What you have to do
Each entry must be given again exactly; images do not belong in the copy.

Records supplied
+-------+

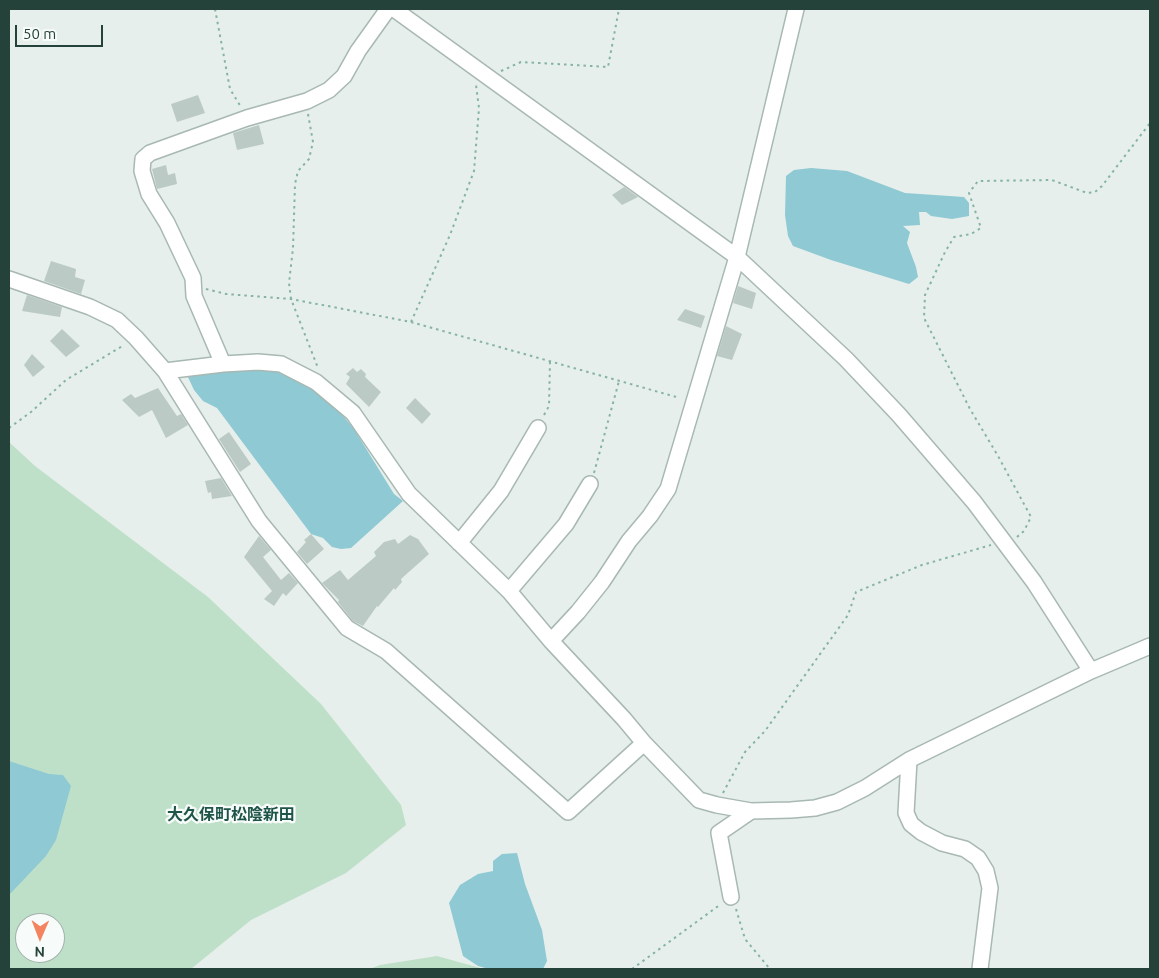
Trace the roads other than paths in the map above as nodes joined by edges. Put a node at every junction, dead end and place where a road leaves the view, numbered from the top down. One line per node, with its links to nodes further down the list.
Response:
1 (388, 9): 6 (street)
2 (394, 9): 4 (street)
3 (796, 9): 4 (street)
4 (737, 256): 12 (street); 14 (street)
5 (9, 278): 7 (street)
6 (223, 364): 7 (street); 10 (street)
7 (165, 371): 15 (street)
8 (538, 428): 10 (street)
9 (590, 484): 11 (street)
10 (459, 543): 11 (street)
11 (509, 590): 12 (street)
12 (551, 641): 15 (street)
13 (1150, 646): 14 (street)
14 (1092, 671): 16 (street)
15 (644, 743): 17 (street)
16 (908, 760): 17 (street); 19 (street)
17 (751, 811): 18 (street)
18 (730, 897)
19 (980, 969)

+-------+

Response to this exercise
Trace the roads other than paths in the map above as nodes joined by edges. Put a node at every junction, dead end and place where a road leaves the view, numbered from the top down. One line per node, with its links to nodes further down the list.
Response:
1 (388, 9): 6 (street)
2 (394, 9): 4 (street)
3 (796, 9): 4 (street)
4 (737, 256): 12 (street); 14 (street)
5 (9, 278): 7 (street)
6 (223, 364): 7 (street); 10 (street)
7 (165, 371): 15 (street)
8 (538, 428): 10 (street)
9 (590, 484): 11 (street)
10 (459, 543): 11 (street)
11 (509, 590): 12 (street)
12 (551, 641): 15 (street)
13 (1150, 646): 14 (street)
14 (1092, 671): 16 (street)
15 (644, 743): 17 (street)
16 (908, 760): 17 (street); 19 (street)
17 (751, 811): 18 (street)
18 (730, 897)
19 (980, 969)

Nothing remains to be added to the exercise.